[Records from a data collection]
*** Begin section ***
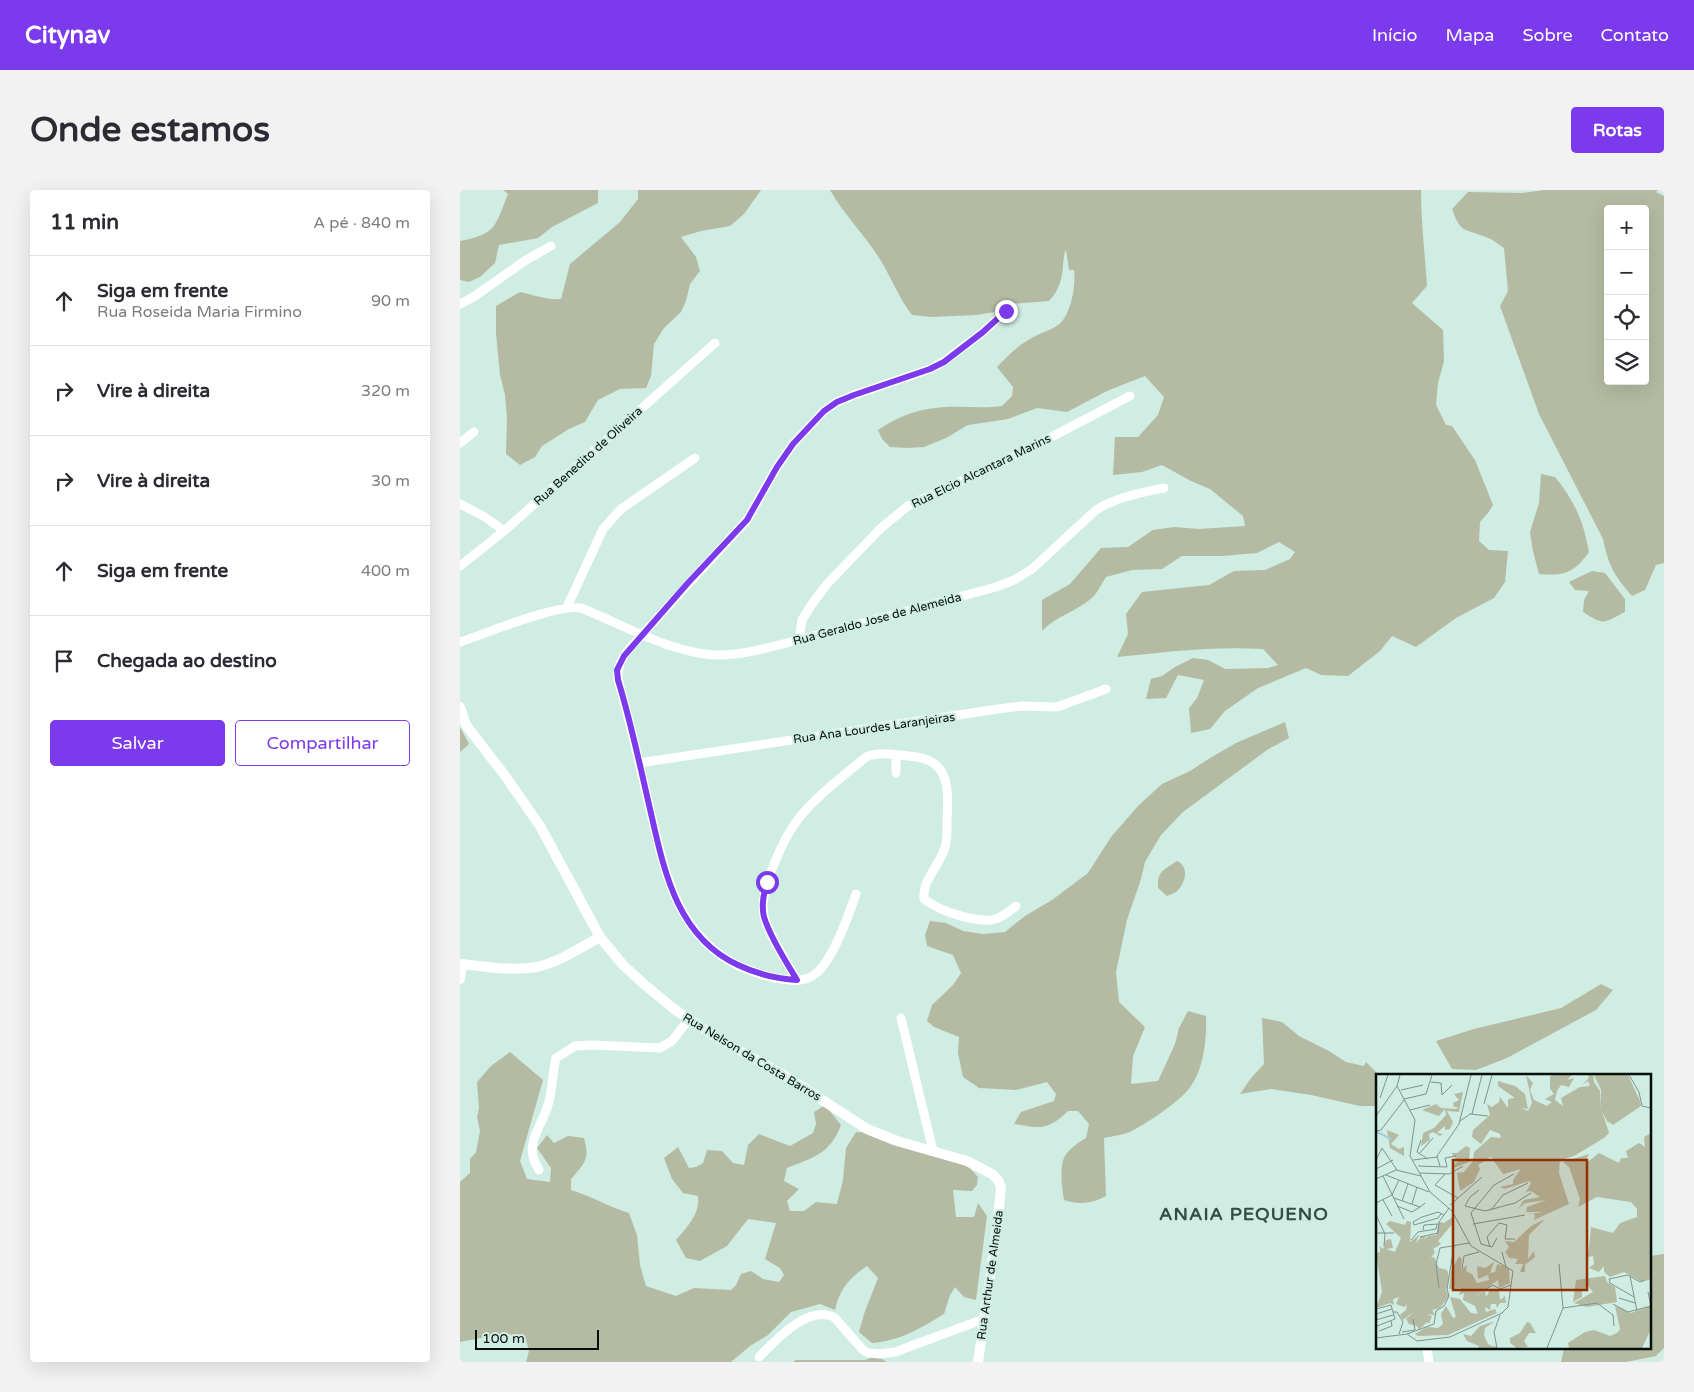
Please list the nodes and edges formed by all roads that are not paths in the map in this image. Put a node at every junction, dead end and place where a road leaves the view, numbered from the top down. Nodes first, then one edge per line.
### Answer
1 (551, 246) dead end
2 (460, 304) edge
3 (1006, 311) dead end
4 (715, 343) dead end
5 (1130, 396) dead end
6 (474, 432) dead end
7 (460, 443) edge
8 (695, 458) dead end
9 (1164, 488) dead end
10 (460, 504) edge
11 (504, 531) junction
12 (460, 566) edge
13 (567, 607) junction
14 (643, 635) junction
15 (799, 640) junction
16 (460, 642) edge
17 (1106, 689) dead end
18 (460, 707) edge
19 (896, 756) junction
20 (639, 763) junction
21 (896, 773) dead end
22 (856, 894) dead end
23 (1016, 906) dead end
24 (600, 936) junction
25 (461, 964) edge
26 (460, 979) edge
27 (797, 980) junction
28 (901, 1018) dead end
29 (689, 1019) junction
30 (933, 1150) junction
31 (539, 1170) dead end
32 (1001, 1187) joint
33 (984, 1319) junction
34 (759, 1357) dead end
35 (978, 1362) edge

1 - 2 street
3 - 14 street
4 - 11 street, Rua Benedito de Oliveira
5 - 15 street, Rua Elcio Alcantara Marins
6 - 7 street
8 - 13 street
9 - 15 street, Rua Geraldo Jose de Alemeida
10 - 11 street
11 - 12 street, Rua Benedito de Oliveira
13 - 14 street, Rua Geraldo Jose de Alemeida
13 - 16 street
14 - 15 street, Rua Geraldo Jose de Alemeida
14 - 20 street
17 - 20 street, Rua Ana Lourdes Laranjeiras
18 - 24 street, Rua Nelson da Costa Barros
19 - 21 street
19 - 23 street
19 - 27 street
20 - 27 street
22 - 27 street
24 - 25 street
24 - 29 street, Rua Nelson da Costa Barros
25 - 26 street
28 - 30 street
29 - 30 street, Rua Nelson da Costa Barros
29 - 31 street
30 - 32 street, Rua Nelson da Costa Barros
32 - 33 street, Rua Arthur de Almeida
33 - 34 street
33 - 35 street, Rua Arthur de Almeida

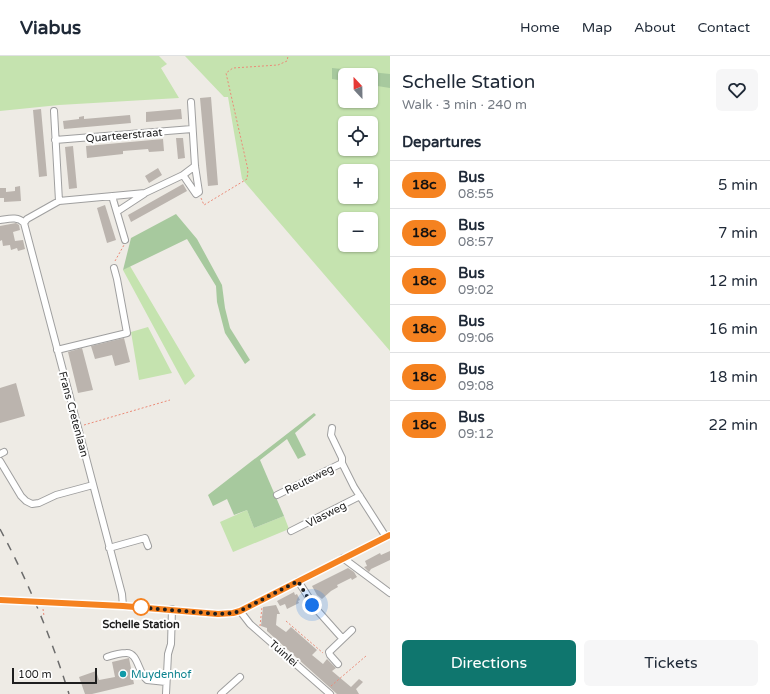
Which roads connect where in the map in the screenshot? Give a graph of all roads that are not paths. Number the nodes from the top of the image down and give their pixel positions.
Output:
1 (191, 102) dead end
2 (54, 111) dead end
3 (192, 129) junction
4 (55, 140) junction
5 (195, 166) junction
6 (183, 175) junction
7 (145, 194) junction
8 (112, 196) junction
9 (59, 200) junction
10 (118, 211) junction
11 (0, 220) edge
12 (24, 223) junction
13 (125, 240) road end
14 (114, 268) road end
15 (57, 350) junction
16 (332, 428) dead end
17 (0, 460) edge
18 (342, 464) junction
19 (93, 485) junction
20 (277, 495) dead end
21 (360, 496) junction
22 (292, 531) dead end
23 (388, 536) edge
24 (148, 546) dead end
25 (110, 548) junction
26 (343, 558) junction
27 (298, 581) junction
28 (390, 593) edge
29 (0, 600) edge
30 (123, 606) junction
31 (172, 609) junction
32 (240, 611) junction
33 (352, 630) dead end
34 (342, 638) junction
35 (107, 657) dead end
36 (338, 664) dead end
37 (240, 677) dead end
38 (166, 682) junction
39 (327, 692) edge
40 (166, 694) edge
41 (221, 694) edge

1 - 3 street
2 - 4 street
3 - 4 street, Quarteerstraat
3 - 5 street
4 - 9 street
5 - 6 street
5 - 6 street
6 - 7 street
7 - 8 street
7 - 10 street
8 - 9 street
8 - 10 street
9 - 12 street
10 - 13 street
11 - 12 street
12 - 15 street, Frans Cretenlaan
14 - 15 street
15 - 19 street, Frans Cretenlaan
16 - 18 street
17 - 19 street
18 - 20 street, Reuteweg
18 - 21 street
19 - 25 street, Frans Cretenlaan
21 - 22 street, Vlasweg
21 - 23 street
23 - 26 street
24 - 25 street
25 - 30 street, Frans Cretenlaan
26 - 27 street
26 - 28 street
27 - 32 street
27 - 34 street
29 - 30 street
30 - 31 street
31 - 32 street
31 - 38 street
32 - 39 street, Tuinlei
33 - 34 street
34 - 36 street
35 - 38 street
37 - 41 street
38 - 40 street

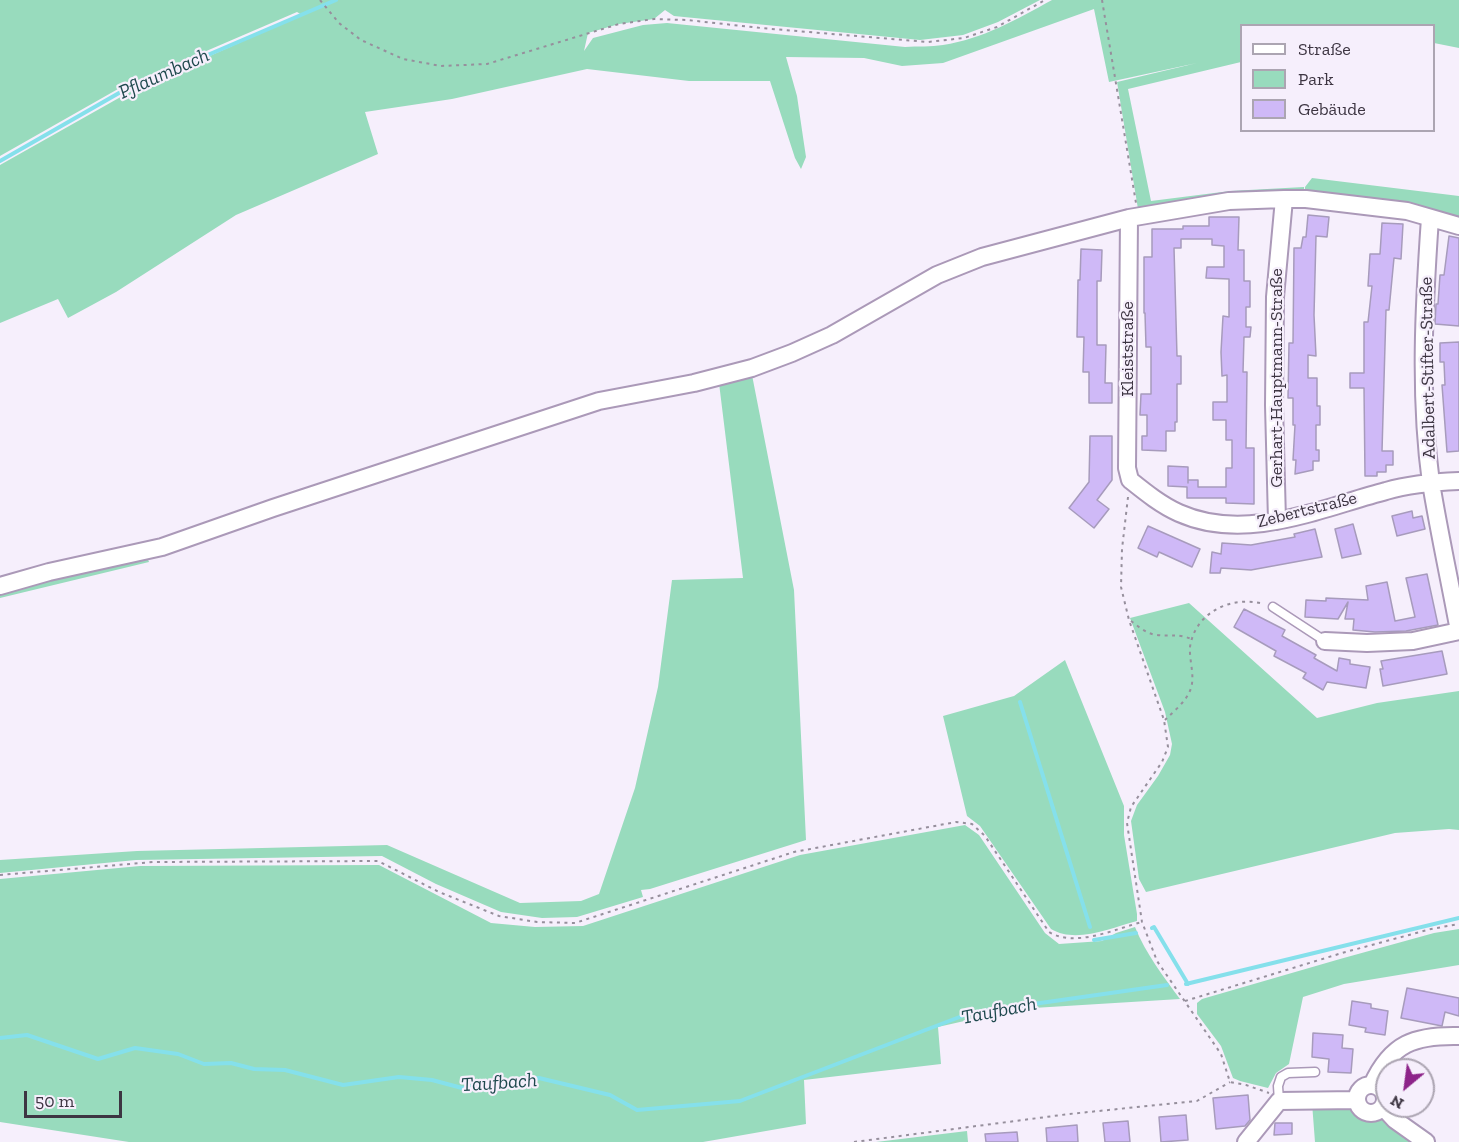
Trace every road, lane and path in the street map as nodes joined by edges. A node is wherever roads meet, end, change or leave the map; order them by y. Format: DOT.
graph roads {
  1 [pos="320,0"];
  2 [pos="1045,0"];
  3 [pos="1102,0"];
  4 [pos="1284,199"];
  5 [pos="1134,218"];
  6 [pos="1430,218"];
  7 [pos="1459,225"];
  8 [pos="1130,480"];
  9 [pos="1459,481"];
  10 [pos="1431,482"];
  11 [pos="1277,521"];
  12 [pos="0,585"];
  13 [pos="1273,607"];
  14 [pos="1129,620"];
  15 [pos="1459,631"];
  16 [pos="1192,639"];
  17 [pos="1325,641"];
  18 [pos="1164,720"];
  19 [pos="0,875"];
  20 [pos="1142,922"];
  21 [pos="1459,924"];
  22 [pos="1185,1001"];
  23 [pos="1459,1036"];
  24 [pos="1315,1072"];
  25 [pos="1230,1082"];
  26 [pos="1372,1085"];
  27 [pos="1375,1086"];
  28 [pos="1357,1100"];
  29 [pos="1279,1101"];
  30 [pos="1375,1112"];
  31 [pos="1393,1118"];
  32 [pos="854,1142"];
  33 [pos="1246,1142"];
  34 [pos="1426,1142"];
  1 -- 2 [label="path"];
  3 -- 5 [label="path"];
  4 -- 5 [label="street"];
  4 -- 6 [label="street"];
  4 -- 11 [label="street, Gerhart-Hauptmann-Straße"];
  5 -- 8 [label="street, Kleiststraße"];
  5 -- 12 [label="street"];
  6 -- 7 [label="street"];
  6 -- 10 [label="street, Adalbert-Stifter-Straße"];
  8 -- 11 [label="street, Zebertstraße"];
  8 -- 14 [label="path"];
  9 -- 10 [label="street, Zebertstraße"];
  10 -- 11 [label="street, Zebertstraße"];
  10 -- 15 [label="street, Adalbert-Stifter-Straße"];
  13 -- 16 [label="path"];
  13 -- 17 [label="lane"];
  14 -- 16 [label="path"];
  14 -- 18 [label="path"];
  15 -- 17 [label="street"];
  16 -- 18 [label="path"];
  18 -- 20 [label="path"];
  19 -- 20 [label="path"];
  20 -- 22 [label="path"];
  21 -- 22 [label="path"];
  22 -- 25 [label="path"];
  23 -- 26 [label="street"];
  24 -- 29 [label="lane"];
  25 -- 29 [label="path"];
  25 -- 32 [label="path"];
  26 -- 27 [label="street"];
  26 -- 28 [label="street"];
  28 -- 29 [label="street"];
  28 -- 30 [label="street"];
  29 -- 33 [label="street"];
  31 -- 34 [label="street"];
}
*** End section ***
(ACTIVITY)
The records must be restated word for word, apart from any images.

(OUTPUT BELOW)
Please list the nodes and edges formed by all roads that are not paths in the map in this image. Put a node at every junction, dead end and place where a road leaves the view, numbered from the top down. Nodes first, then one edge per line.
### Answer
1 (551, 246) dead end
2 (460, 304) edge
3 (1006, 311) dead end
4 (715, 343) dead end
5 (1130, 396) dead end
6 (474, 432) dead end
7 (460, 443) edge
8 (695, 458) dead end
9 (1164, 488) dead end
10 (460, 504) edge
11 (504, 531) junction
12 (460, 566) edge
13 (567, 607) junction
14 (643, 635) junction
15 (799, 640) junction
16 (460, 642) edge
17 (1106, 689) dead end
18 (460, 707) edge
19 (896, 756) junction
20 (639, 763) junction
21 (896, 773) dead end
22 (856, 894) dead end
23 (1016, 906) dead end
24 (600, 936) junction
25 (461, 964) edge
26 (460, 979) edge
27 (797, 980) junction
28 (901, 1018) dead end
29 (689, 1019) junction
30 (933, 1150) junction
31 (539, 1170) dead end
32 (1001, 1187) joint
33 (984, 1319) junction
34 (759, 1357) dead end
35 (978, 1362) edge

1 - 2 street
3 - 14 street
4 - 11 street, Rua Benedito de Oliveira
5 - 15 street, Rua Elcio Alcantara Marins
6 - 7 street
8 - 13 street
9 - 15 street, Rua Geraldo Jose de Alemeida
10 - 11 street
11 - 12 street, Rua Benedito de Oliveira
13 - 14 street, Rua Geraldo Jose de Alemeida
13 - 16 street
14 - 15 street, Rua Geraldo Jose de Alemeida
14 - 20 street
17 - 20 street, Rua Ana Lourdes Laranjeiras
18 - 24 street, Rua Nelson da Costa Barros
19 - 21 street
19 - 23 street
19 - 27 street
20 - 27 street
22 - 27 street
24 - 25 street
24 - 29 street, Rua Nelson da Costa Barros
25 - 26 street
28 - 30 street
29 - 30 street, Rua Nelson da Costa Barros
29 - 31 street
30 - 32 street, Rua Nelson da Costa Barros
32 - 33 street, Rua Arthur de Almeida
33 - 34 street
33 - 35 street, Rua Arthur de Almeida

Which roads connect where in the map in the screenshot? Give a graph of all roads that are not paths. Number the nodes from the top of the image down and give their pixel positions.
Output:
1 (191, 102) dead end
2 (54, 111) dead end
3 (192, 129) junction
4 (55, 140) junction
5 (195, 166) junction
6 (183, 175) junction
7 (145, 194) junction
8 (112, 196) junction
9 (59, 200) junction
10 (118, 211) junction
11 (0, 220) edge
12 (24, 223) junction
13 (125, 240) road end
14 (114, 268) road end
15 (57, 350) junction
16 (332, 428) dead end
17 (0, 460) edge
18 (342, 464) junction
19 (93, 485) junction
20 (277, 495) dead end
21 (360, 496) junction
22 (292, 531) dead end
23 (388, 536) edge
24 (148, 546) dead end
25 (110, 548) junction
26 (343, 558) junction
27 (298, 581) junction
28 (390, 593) edge
29 (0, 600) edge
30 (123, 606) junction
31 (172, 609) junction
32 (240, 611) junction
33 (352, 630) dead end
34 (342, 638) junction
35 (107, 657) dead end
36 (338, 664) dead end
37 (240, 677) dead end
38 (166, 682) junction
39 (327, 692) edge
40 (166, 694) edge
41 (221, 694) edge

1 - 3 street
2 - 4 street
3 - 4 street, Quarteerstraat
3 - 5 street
4 - 9 street
5 - 6 street
5 - 6 street
6 - 7 street
7 - 8 street
7 - 10 street
8 - 9 street
8 - 10 street
9 - 12 street
10 - 13 street
11 - 12 street
12 - 15 street, Frans Cretenlaan
14 - 15 street
15 - 19 street, Frans Cretenlaan
16 - 18 street
17 - 19 street
18 - 20 street, Reuteweg
18 - 21 street
19 - 25 street, Frans Cretenlaan
21 - 22 street, Vlasweg
21 - 23 street
23 - 26 street
24 - 25 street
25 - 30 street, Frans Cretenlaan
26 - 27 street
26 - 28 street
27 - 32 street
27 - 34 street
29 - 30 street
30 - 31 street
31 - 32 street
31 - 38 street
32 - 39 street, Tuinlei
33 - 34 street
34 - 36 street
35 - 38 street
37 - 41 street
38 - 40 street

Trace every road, lane and path in the street map as nodes joined by edges. A node is wherever roads meet, end, change or leave the map; order them by y. Format: DOT.
graph roads {
  1 [pos="320,0"];
  2 [pos="1045,0"];
  3 [pos="1102,0"];
  4 [pos="1284,199"];
  5 [pos="1134,218"];
  6 [pos="1430,218"];
  7 [pos="1459,225"];
  8 [pos="1130,480"];
  9 [pos="1459,481"];
  10 [pos="1431,482"];
  11 [pos="1277,521"];
  12 [pos="0,585"];
  13 [pos="1273,607"];
  14 [pos="1129,620"];
  15 [pos="1459,631"];
  16 [pos="1192,639"];
  17 [pos="1325,641"];
  18 [pos="1164,720"];
  19 [pos="0,875"];
  20 [pos="1142,922"];
  21 [pos="1459,924"];
  22 [pos="1185,1001"];
  23 [pos="1459,1036"];
  24 [pos="1315,1072"];
  25 [pos="1230,1082"];
  26 [pos="1372,1085"];
  27 [pos="1375,1086"];
  28 [pos="1357,1100"];
  29 [pos="1279,1101"];
  30 [pos="1375,1112"];
  31 [pos="1393,1118"];
  32 [pos="854,1142"];
  33 [pos="1246,1142"];
  34 [pos="1426,1142"];
  1 -- 2 [label="path"];
  3 -- 5 [label="path"];
  4 -- 5 [label="street"];
  4 -- 6 [label="street"];
  4 -- 11 [label="street, Gerhart-Hauptmann-Straße"];
  5 -- 8 [label="street, Kleiststraße"];
  5 -- 12 [label="street"];
  6 -- 7 [label="street"];
  6 -- 10 [label="street, Adalbert-Stifter-Straße"];
  8 -- 11 [label="street, Zebertstraße"];
  8 -- 14 [label="path"];
  9 -- 10 [label="street, Zebertstraße"];
  10 -- 11 [label="street, Zebertstraße"];
  10 -- 15 [label="street, Adalbert-Stifter-Straße"];
  13 -- 16 [label="path"];
  13 -- 17 [label="lane"];
  14 -- 16 [label="path"];
  14 -- 18 [label="path"];
  15 -- 17 [label="street"];
  16 -- 18 [label="path"];
  18 -- 20 [label="path"];
  19 -- 20 [label="path"];
  20 -- 22 [label="path"];
  21 -- 22 [label="path"];
  22 -- 25 [label="path"];
  23 -- 26 [label="street"];
  24 -- 29 [label="lane"];
  25 -- 29 [label="path"];
  25 -- 32 [label="path"];
  26 -- 27 [label="street"];
  26 -- 28 [label="street"];
  28 -- 29 [label="street"];
  28 -- 30 [label="street"];
  29 -- 33 [label="street"];
  31 -- 34 [label="street"];
}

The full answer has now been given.